# Need chuck help/advise



## sdkidaho (Oct 28, 2015)

Hello,

I'm looking to buy a chuck that can handle different attachments and I'm not sure what to buy.  I've been looking at some from Grizzly, but then I wasn't sure on size and if these were even any good. 

This is what I'm talking about:
Shop our T10809 - 3.75" Wood Lathe Chuck Set at Grizzly.com

That same setup comes in 2.75", 3.75", 4.5", and 5.5" sizes. 

Is that a good chuck or is there another brand that would be better and comparable in price?

I can't say what exactly I'll be making as I just don't know yet. I'd like to try lots of things so I'm looking for versatility.  Thanks for your help.


----------



## Skie_M (Oct 28, 2015)

The Nova series chucks (available at PSI and other places) should be comparable in price point and tooling capacity.  I think the chuck body only comes in one particular size, but there are a nice selection of jaws made to fit it.


The larger the chuck body, the easier you will find it to work with larger projects.  However, it's a double edged sword ... the larger the chuck body, the more difficult you will find it to grip small items.  If all you are going to do is make pens and smaller items like 3 - 8 inch bowls and bottle stoppers, ornaments, ect ... then your selection is right on the money.


----------



## Dan Masshardt (Oct 28, 2015)

Actually the jaws have everything to do with what  it can grip on the small side not the body.  

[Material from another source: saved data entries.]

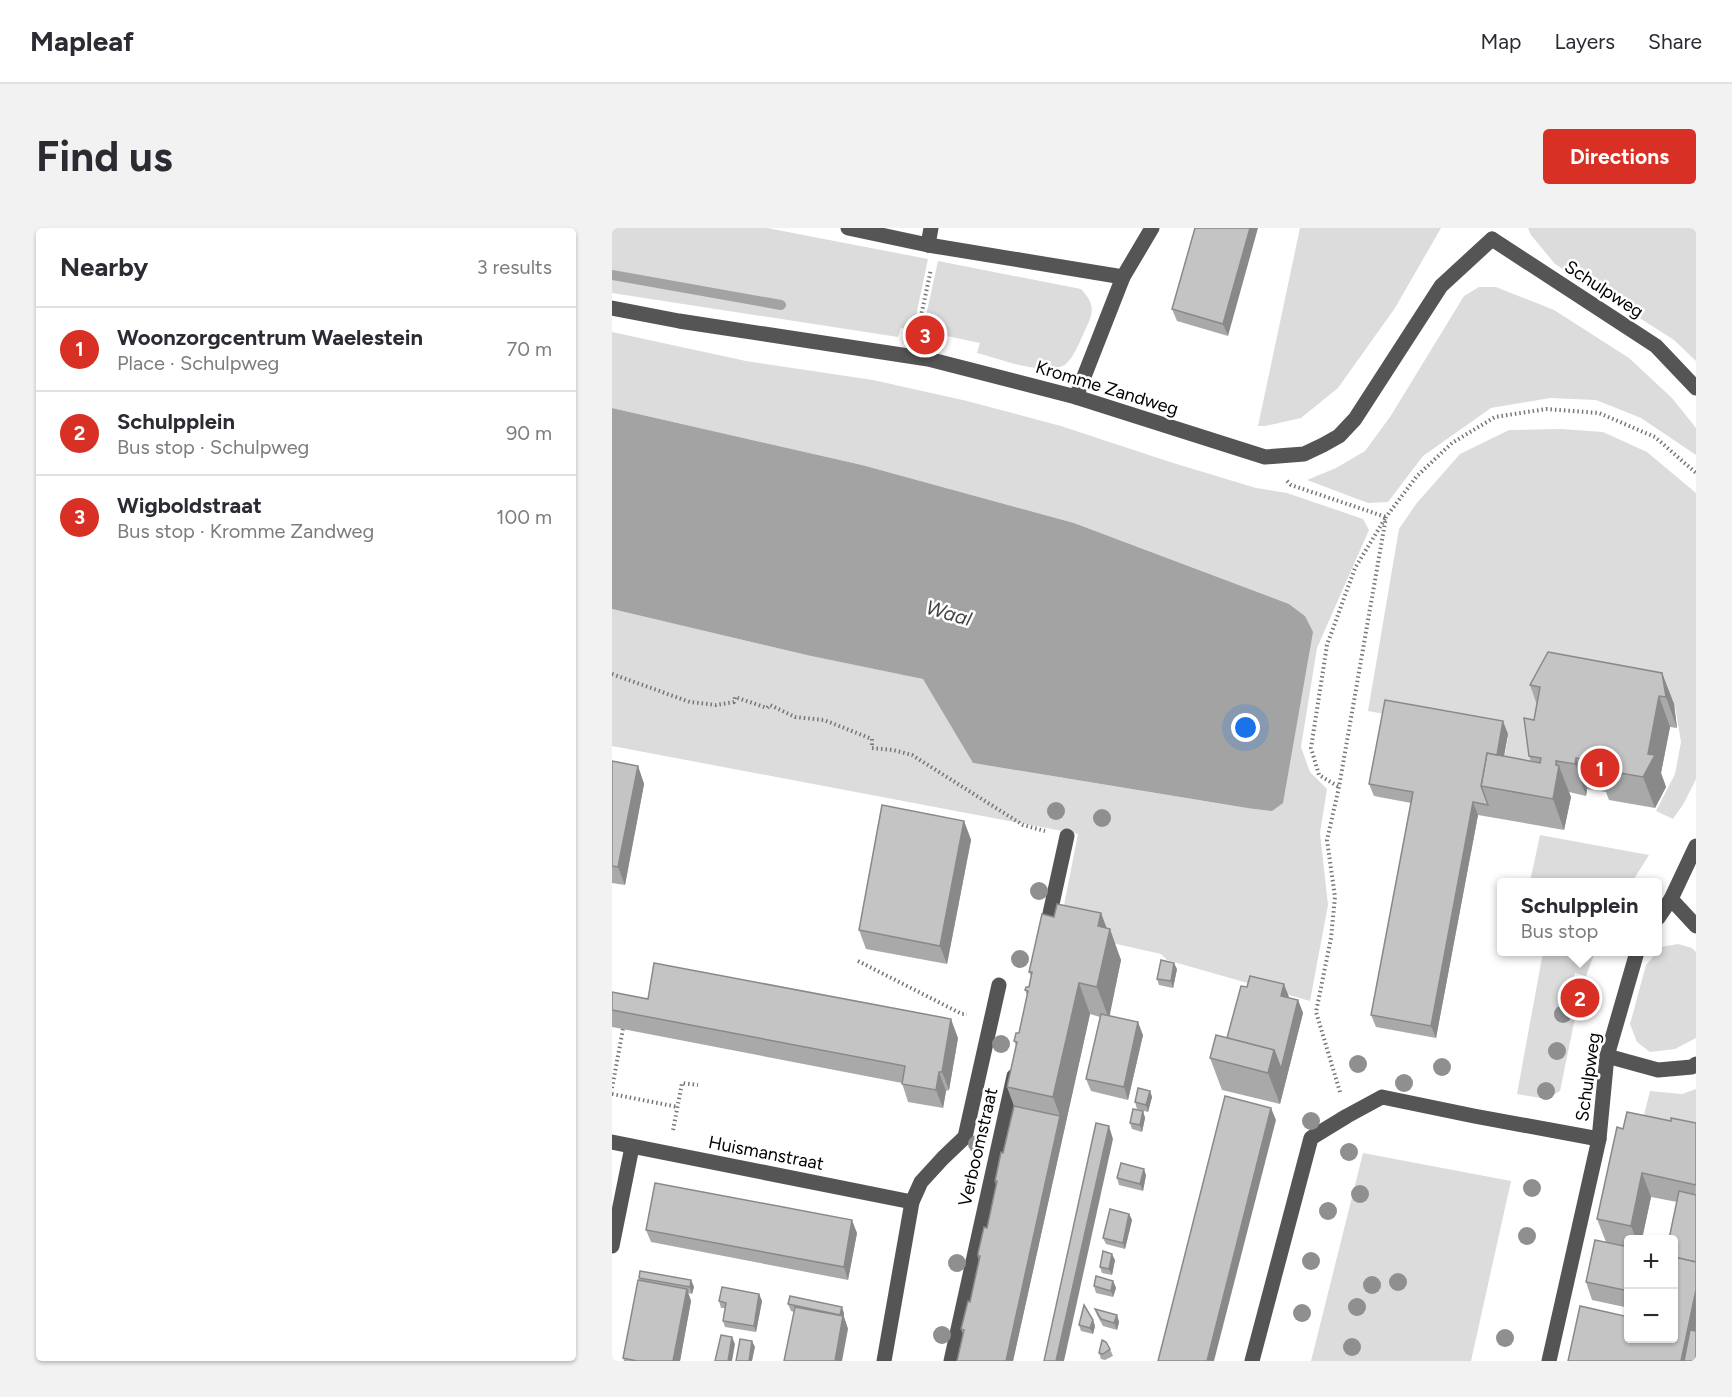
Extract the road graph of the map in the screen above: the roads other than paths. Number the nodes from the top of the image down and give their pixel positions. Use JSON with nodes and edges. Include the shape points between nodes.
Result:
{"nodes":[{"id":1,"x":848,"y":228,"type":"edge"},
{"id":2,"x":931,"y":228,"type":"edge"},
{"id":3,"x":1152,"y":228,"type":"edge"},
{"id":4,"x":1492,"y":233,"type":"edge"},
{"id":5,"x":928,"y":244,"type":"junction"},
{"id":6,"x":1123,"y":277,"type":"junction"},
{"id":7,"x":612,"y":308,"type":"edge"},
{"id":8,"x":1696,"y":388,"type":"edge"},
{"id":9,"x":1076,"y":397,"type":"junction"},
{"id":10,"x":1067,"y":836,"type":"road end"},
{"id":11,"x":1696,"y":846,"type":"edge"},
{"id":12,"x":1671,"y":899,"type":"junction"},
{"id":13,"x":1662,"y":912,"type":"edge"},
{"id":14,"x":1696,"y":926,"type":"edge"},
{"id":15,"x":1042,"y":952,"type":"edge"},
{"id":16,"x":1636,"y":956,"type":"edge"},
{"id":17,"x":999,"y":985,"type":"dead end"},
{"id":18,"x":1607,"y":1056,"type":"junction"},
{"id":19,"x":1696,"y":1064,"type":"edge"},
{"id":20,"x":1016,"y":1066,"type":"edge"},
{"id":21,"x":1599,"y":1139,"type":"junction"},
{"id":22,"x":612,"y":1142,"type":"edge"},
{"id":23,"x":632,"y":1147,"type":"junction"},
{"id":24,"x":912,"y":1202,"type":"junction"},
{"id":25,"x":612,"y":1246,"type":"edge"},
{"id":26,"x":884,"y":1361,"type":"edge"},
{"id":27,"x":951,"y":1361,"type":"edge"},
{"id":28,"x":1252,"y":1361,"type":"edge"},
{"id":29,"x":1549,"y":1361,"type":"edge"}],
"edges":[{"from":1,"to":5,"type":"street"},
{"from":2,"to":5,"type":"street"},
{"from":3,"to":6,"type":"street"},
{"from":4,"to":8,"type":"street","name":"Schulpweg","via":[[1656,346]]},
{"from":4,"to":9,"type":"street","name":"Kromme Zandweg","via":[[1441,286],[1355,419],[1339,436],[1304,454],[1265,458]]},
{"from":5,"to":6,"type":"street"},
{"from":6,"to":9,"type":"street"},
{"from":7,"to":9,"type":"street","name":"Kromme Zandweg","via":[[913,356]]},
{"from":10,"to":15,"type":"street"},
{"from":11,"to":12,"type":"street"},
{"from":12,"to":13,"type":"street"},
{"from":12,"to":14,"type":"street"},
{"from":16,"to":18,"type":"street","name":"Schulpweg"},
{"from":17,"to":24,"type":"street","via":[[965,1137],[921,1182]]},
{"from":18,"to":19,"type":"street","via":[[1658,1070]]},
{"from":18,"to":21,"type":"street","name":"Schulpweg"},
{"from":20,"to":27,"type":"street","name":"Verboomstraat"},
{"from":21,"to":28,"type":"street","via":[[1382,1097],[1311,1138]]},
{"from":21,"to":29,"type":"street","name":"Schulpweg"},
{"from":22,"to":23,"type":"street","name":"Huismanstraat"},
{"from":23,"to":24,"type":"street","name":"Huismanstraat"},
{"from":23,"to":25,"type":"street"},
{"from":24,"to":26,"type":"street"}]}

With the nova for instance most all of the jaws can fit on any of the chucks.  You could have the largest chuck with the smallest jaws that will close down to almost nothing.  Pin jaws for example.      Of course that would be pointless really to have a big chuck body for small work.  

I've heard decent things about the grizzly model that's a vicmarc clone.  Not sure if the one you linked to is decent or not.  

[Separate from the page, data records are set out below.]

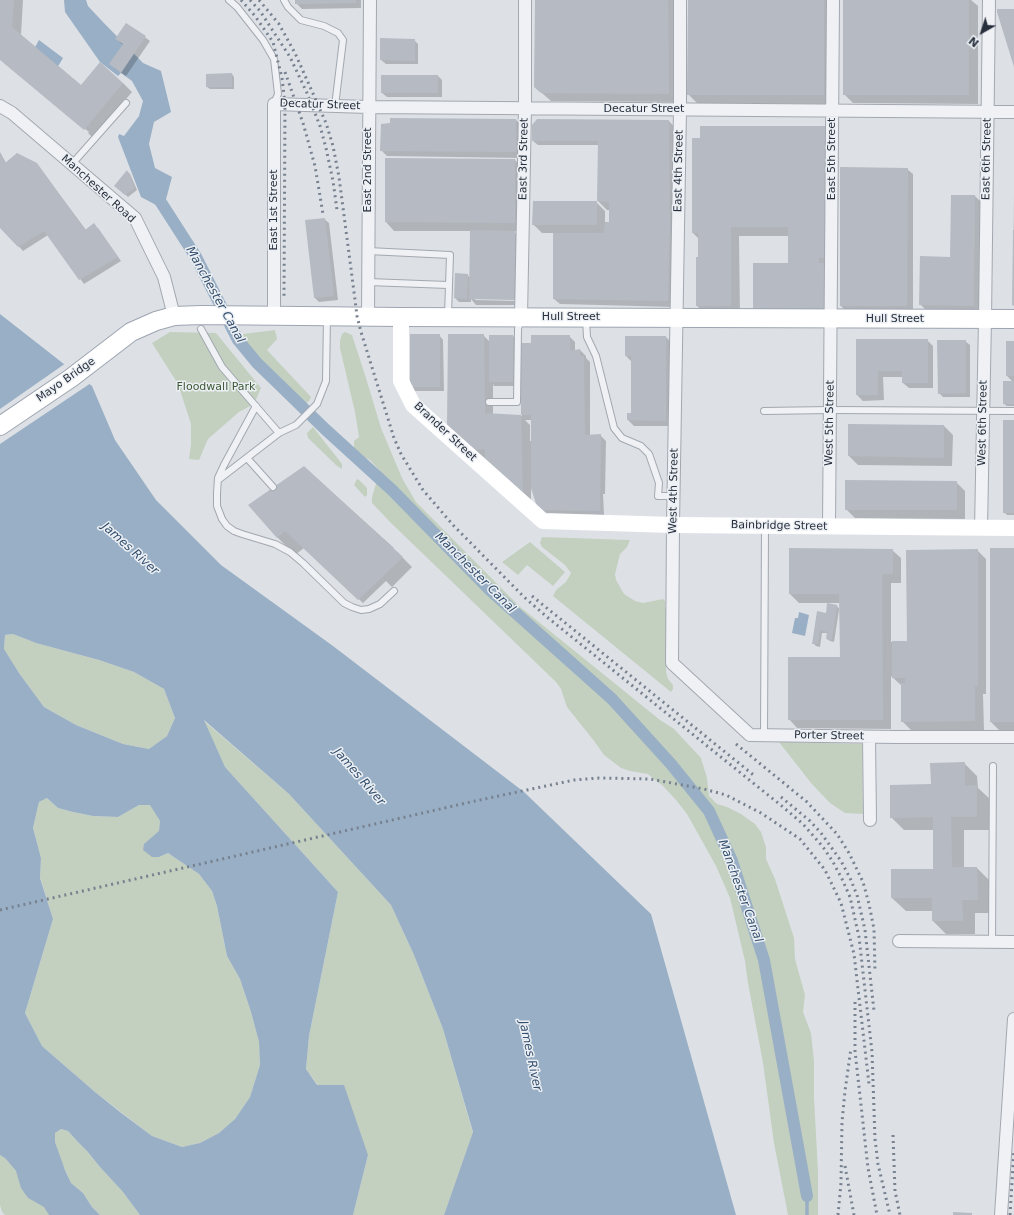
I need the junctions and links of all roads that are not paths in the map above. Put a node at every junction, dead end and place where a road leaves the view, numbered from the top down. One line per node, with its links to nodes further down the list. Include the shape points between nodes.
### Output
1 (229, 0): 9 (lane, via 263,40 274,59 278,94)
2 (284, 0): 11 (lane, via 301,20 324,26 338,33 343,40)
3 (370, 0): 12 (street, East 2nd Street)
4 (525, 0): 13 (street, East 3rd Street)
5 (680, 0): 14 (street, East 4th Street)
6 (834, 0): 15 (street, East 5th Street)
7 (989, 0): 16 (street, East 6th Street)
8 (126, 103): 18 (lane)
9 (274, 104): 11 (street, Decatur Street); 22 (street, East 1st Street)
10 (0, 106): 18 (street, Manchester Road, via 12,113)
11 (336, 106): 12 (street, Decatur Street)
12 (368, 107): 13 (street, Decatur Street); 19 (street, East 2nd Street)
13 (525, 108): 14 (street, Decatur Street); 28 (street, East 3rd Street)
14 (680, 109): 15 (street, Decatur Street); 30 (street, East 4th Street)
15 (832, 111): 16 (street, Decatur Street); 31 (street, East 5th Street)
16 (988, 112): 17 (street, Decatur Street); 32 (street, East 6th Street)
17 (1014, 112)
18 (72, 164): 24 (street, Manchester Road, via 135,218 164,277)
19 (368, 251): 20 (street, East 2nd Street); 21 (lane, via 450,254)
20 (368, 282): 21 (lane); 25 (street, East 2nd Street)
21 (448, 285): 27 (lane)
22 (274, 315): 23 (main road, Hull Street); 34 (main road, Hull Street, via 248,315)
23 (327, 315): 25 (main road, Hull Street); 43 (lane, via 326,381 320,400 296,425)
24 (174, 316): 34 (main road, Hull Street); 35 (main road, Hull Street)
25 (368, 316): 26 (main road, Hull Street)
26 (402, 317): 27 (main road, Hull Street); 48 (street, Brander Street, via 401,381 413,405)
27 (448, 317): 28 (main road, Hull Street)
28 (521, 317): 29 (main road, Hull Street); 36 (lane, via 518,329 517,402)
29 (586, 318): 30 (main road, Hull Street); 47 (lane, via 588,336 596,356 614,428 622,438 641,446 649,454 659,483 658,496)
30 (676, 318): 31 (main road, Hull Street); 47 (street, West 4th Street)
31 (831, 319): 32 (main road, Hull Street); 38 (street, West 5th Street)
32 (985, 319): 33 (main road, Hull Street); 39 (street, West 6th Street)
33 (1014, 319)
34 (201, 322): 37 (lane, via 222,367)
35 (131, 332): 42 (main road, Mayo Bridge, via 71,378)
36 (489, 402)
37 (256, 406): 43 (lane); 45 (lane)
38 (830, 410): 39 (lane); 41 (lane); 51 (street, West 5th Street)
39 (984, 410): 40 (lane); 52 (street, West 6th Street)
40 (1014, 411)
41 (764, 412)
42 (0, 426)
43 (279, 433): 44 (lane)
44 (247, 458): 45 (lane); 46 (lane)
45 (218, 480): 54 (lane, via 218,506 227,526 290,552 344,603 352,608 369,610)
46 (273, 487)
47 (674, 496): 49 (street, West 4th Street)
48 (543, 521): 49 (street, Bainbridge Street)
49 (673, 525): 50 (street, Bainbridge Street); 55 (street, West 4th Street)
50 (765, 526): 51 (street, Bainbridge Street); 56 (lane)
51 (829, 527): 52 (street, Bainbridge Street)
52 (981, 528): 53 (street, Bainbridge Street)
53 (1014, 528)
54 (394, 591)
55 (672, 664): 56 (street, Porter Street, via 750,735)
56 (764, 735): 57 (street, Porter Street)
57 (869, 737): 58 (street, Porter Street); 60 (street)
58 (1014, 737)
59 (993, 766): 62 (lane)
60 (870, 820)
61 (899, 941): 62 (street)
62 (992, 942): 63 (street)
63 (1014, 942)
64 (1014, 1019): 65 (street)
65 (1001, 1215)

If you have a woodcraft close I'd go and get the nova g3 on sale for $100 this month.  You will also need to buy an insert for your lathe but you can get inserts for any other lathes in the future as well.  

If you're going to drill on the lathe, go ahead and pick up the pen plus jaws as well. 

If you have a mini or midi lathe, anything bigger than the g3 is pretty unnecessary.  

The oneway talon also has an excellent reputation but coats more.


----------



## SteveG (Oct 28, 2015)

I made a (happy) decision to go with the Nova chucks due to the wide selection of jaws available. On the Nova (Teknatool) website, there is a "Refurb" option, where one can buy what are essentially new items at reduced prices. I took advantage of that, and have a chuck for each set of jaws that I own. Think about what that means re your work flow when turning stuff. (Think ahead to what you will eventually will have, not just what is on hand now.) So you can see that I am a happy camper with Nova. Something for you to consider before you get committed to one type of chuck or another, and the process of swapping out jaws and/or chucks as you work.


----------



## Dan Masshardt (Oct 28, 2015)

SteveG said:


> I made a (happy) decision to go with the Nova chucks due to the wide selection of jaws available. On the Nova (Teknatool) website, there is a "Refurb" option, where one can buy what are essentially new items at reduced prices. I took advantage of that, and have a chuck for each set of jaws that I own. Think about what that means re your work flow when turning stuff. (Think ahead to what you will eventually will have, not just what is on hand now.) So you can see that I am a happy camper with Nova. Something for you to consider before you get committed to one type of chuck or another, and the process of swapping out jaws and/or chucks as you work.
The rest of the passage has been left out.